Policy for all AWS faults
This section describes the AWS managed policy and how you can use a superset policy to execute all AWS faults.
Identity-based policies are JSON permissions policy documents that control:
- What actions an identity (users, groups of users, and roles) can perform;
- On which resources; and
- Under what conditions.
Identity-based policies are further categorized into:
- Managed policies: A standalone identity-based policy to which you can attach multiple users, groups, and roles in your AWS account.
HCE provides a custom AWS policy for chaos that has been created based on your requirements. This policy is attached with a role and is used for authentication purposes.
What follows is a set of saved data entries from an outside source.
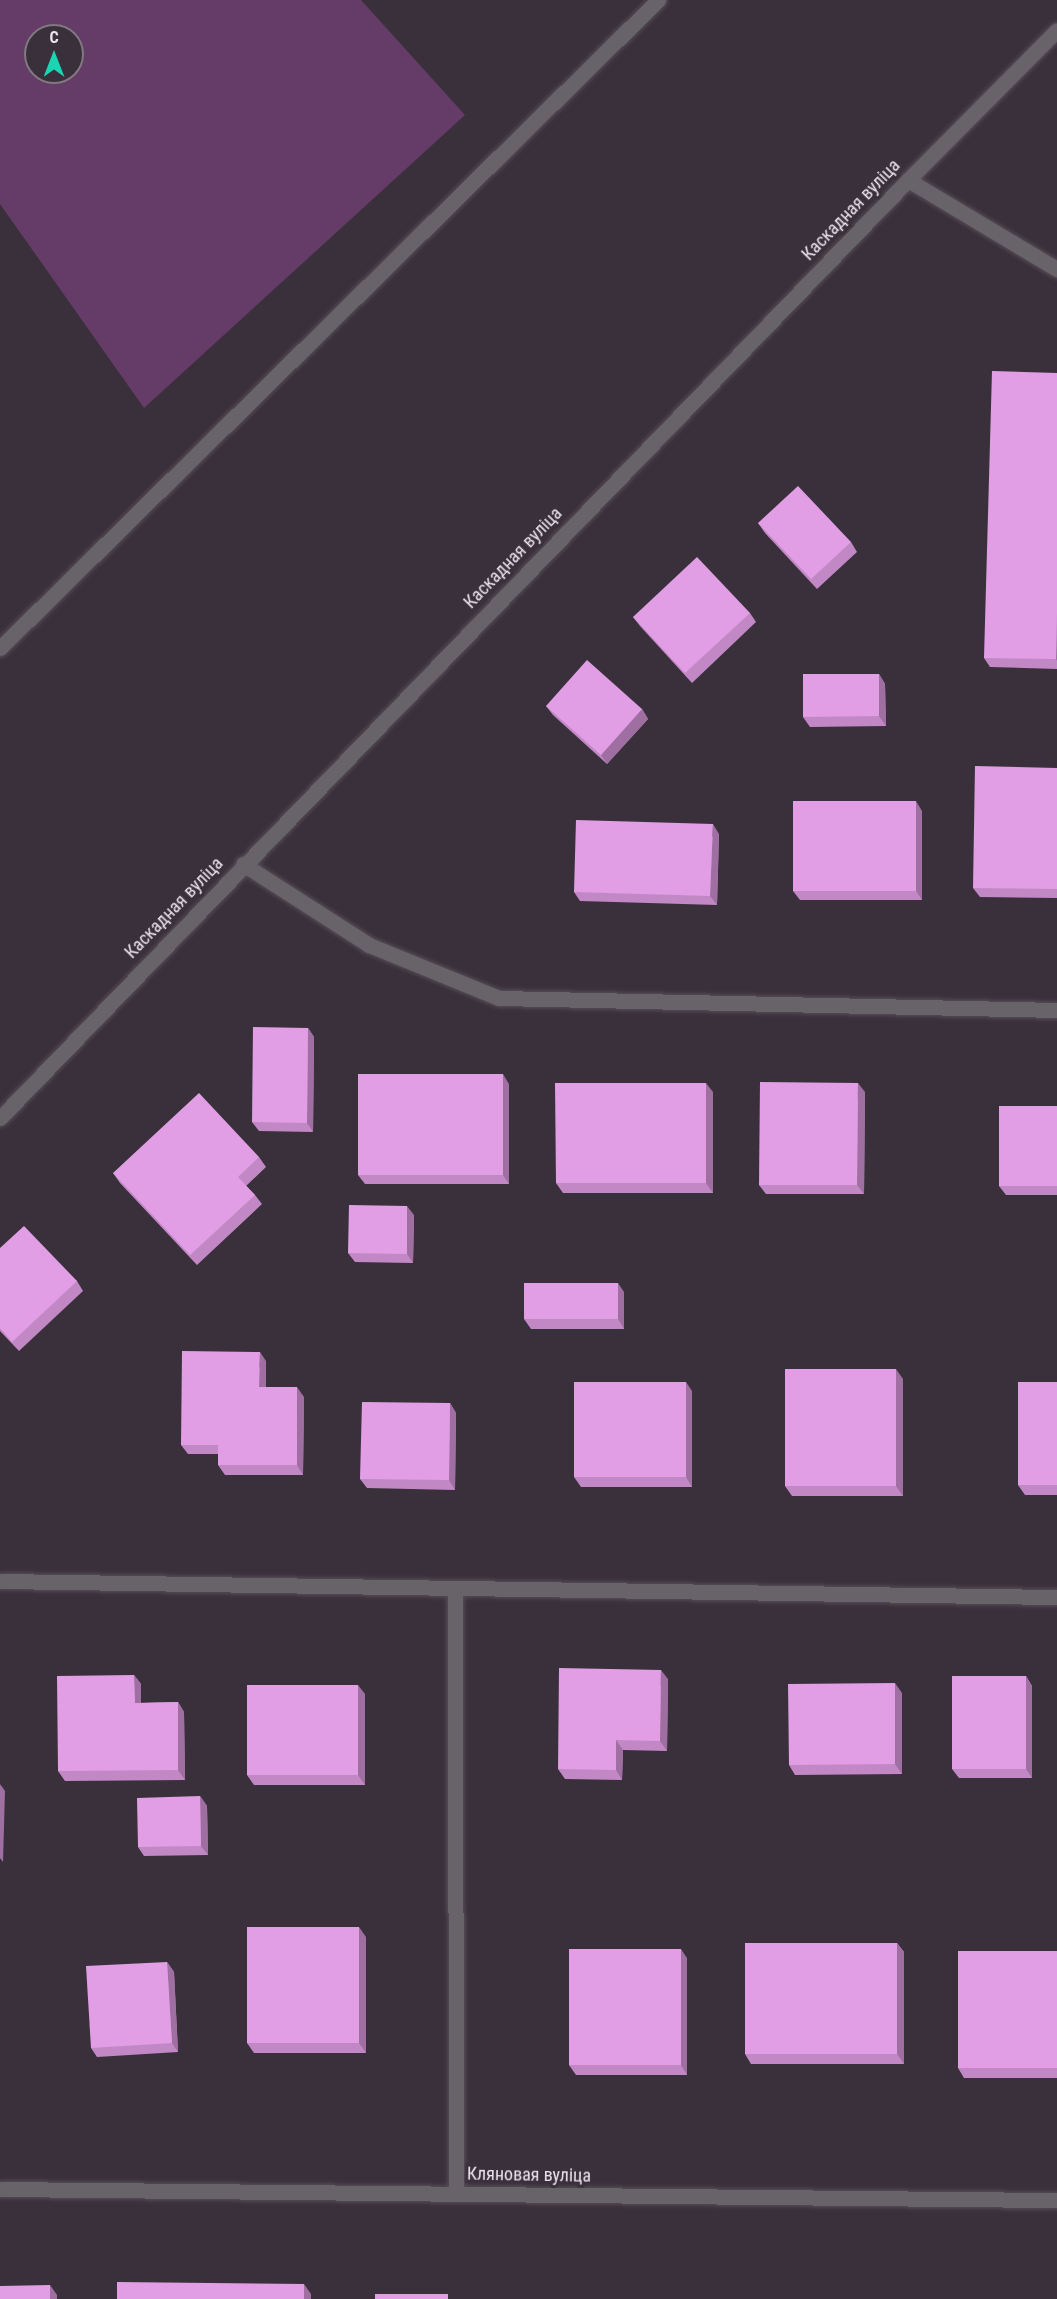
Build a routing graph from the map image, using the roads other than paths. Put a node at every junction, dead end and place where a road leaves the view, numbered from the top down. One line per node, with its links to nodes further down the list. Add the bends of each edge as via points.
1 (658, 0): 5 (street)
2 (1057, 30): 3 (street, Каскадная вуліца)
3 (908, 180): 4 (street); 6 (street, Каскадная вуліца)
4 (1057, 269)
5 (0, 648)
6 (243, 864): 7 (street, via 369,945 499,998); 8 (street, Каскадная вуліца)
7 (1057, 1010)
8 (0, 1118)
9 (0, 1581): 10 (street)
10 (455, 1588): 11 (street); 13 (street)
11 (1057, 1597)
12 (0, 2189): 13 (street, Кляновая вуліца)
13 (456, 2193): 14 (street, Кляновая вуліца)
14 (1057, 2200)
Permissions required to execute AWS faults
Here is an example AWS superset policy to execute all AWS faults.
{
"Version": "2012-10-17",
"Statement": [
{
"Effect": "Allow",
"Action": [
"ec2:StartInstances",
"ec2:StopInstances",
"ec2:AttachVolume",
"ec2:DetachVolume",
"ec2:DescribeVolumes",
"ec2:DescribeSubnets",
"ec2:DescribeInstanceStatus",
"ec2:DescribeInstances",
"ec2messages:AcknowledgeMessage",
"ec2messages:DeleteMessage",
"ec2messages:FailMessage",
"ec2messages:GetEndpoint",
"ec2messages:GetMessages",
"ec2messages:SendReply"
],
"Resource": "*"
},
{
"Effect": "Allow",
"Action": [
"ec2:AuthorizeSecurityGroupEgress",
"ec2:RevokeSecurityGroupEgress",
"ec2:RevokeSecurityGroupIngress",
"ec2:DescribeSecurityGroups"
],
"Resource": "*"
},
{
"Effect": "Allow",
"Action": [
"autoscaling:DescribeAutoScalingInstances"
],
"Resource": "*"
},
{
"Effect": "Allow",
"Action": [
"ssm:GetDocument",
"ssm:DescribeDocument",
"ssm:GetParameter",
"ssm:GetParameters",
"ssm:SendCommand",
"ssm:CancelCommand",
"ssm:CreateDocument",
"ssm:DeleteDocument",
"ssm:GetCommandInvocation",
"ssm:UpdateInstanceInformation",
"ssm:DescribeInstanceInformation"
],
"Resource": "*"
},
{
"Effect": "Allow",
"Action": [
"ecs:UpdateContainerInstancesState",
"ecs:RegisterContainerInstance",
"ecs:ListContainerInstances",
"ecs:DeregisterContainerInstance",
"ecs:DescribeContainerInstances",
"ecs:ListTasks",
"ecs:DescribeClusters",
"ecs:ListServices",
"ecs:StopTask",
"ecs:DescribeServices",
"ecs:DescribeTaskDefinition",
"ecs:RegisterTaskDefinition",
"ecs:DeregisterTaskDefinition",
"ecs:UpdateService",
"ecs:DescribeTasks"
],
"Resource": "*"
},
{
"Effect": "Allow",
"Action": [
"elasticloadbalancing:DetachLoadBalancerFromSubnets",
"elasticloadbalancing:AttachLoadBalancerToSubnets",
"elasticloadbalancing:DescribeLoadBalancers"
],
"Resource": "*"
},
{
"Effect": "Allow",
"Action": [
"lambda:ListEventSourceMappings",
"lambda:DeleteEventSourceMapping",
"lambda:UpdateEventSourceMapping",
"lambda:CreateEventSourceMapping",
"lambda:UpdateFunctionConfiguration",
"lambda:GetFunctionConcurrency",
"lambda:GetFunction",
"lambda:DeleteFunctionConcurrency",
"lambda:PutFunctionConcurrency",
"lambda:DeleteLayerVersion",
"lambda:GetLayerVersion",
"lambda:ListLayerVersions",
"iam:ListAttachedRolePolicies",
"iam:DetachRolePolicy",
"iam:AttachRolePolicy"
],
"Resource": "*"
},
{
"Effect": "Allow",
"Action": [
"iam:PassRole",
"iam:ListAttachedRolePolicies",
"iam:DetachRolePolicy",
"iam:AttachRolePolicy",
"iam:GetRolePolicy"
],
"Resource": "*"
},
{
"Effect": "Allow",
"Action": [
"rds:DescribeDBClusters",
"rds:DescribeDBInstances",
"rds:DeleteDBInstance",
"rds:RebootDBInstance"
],
"Resource": "*"
}
]
}
PassRole With Star In Resource: Using the iam:PassRole action with wildcards (*) in the resource can be overly permissive because it allows iam:PassRole permissions on multiple resources. We recommend that you specify resource ARNs or add the iam:PassedToService condition key to your statement.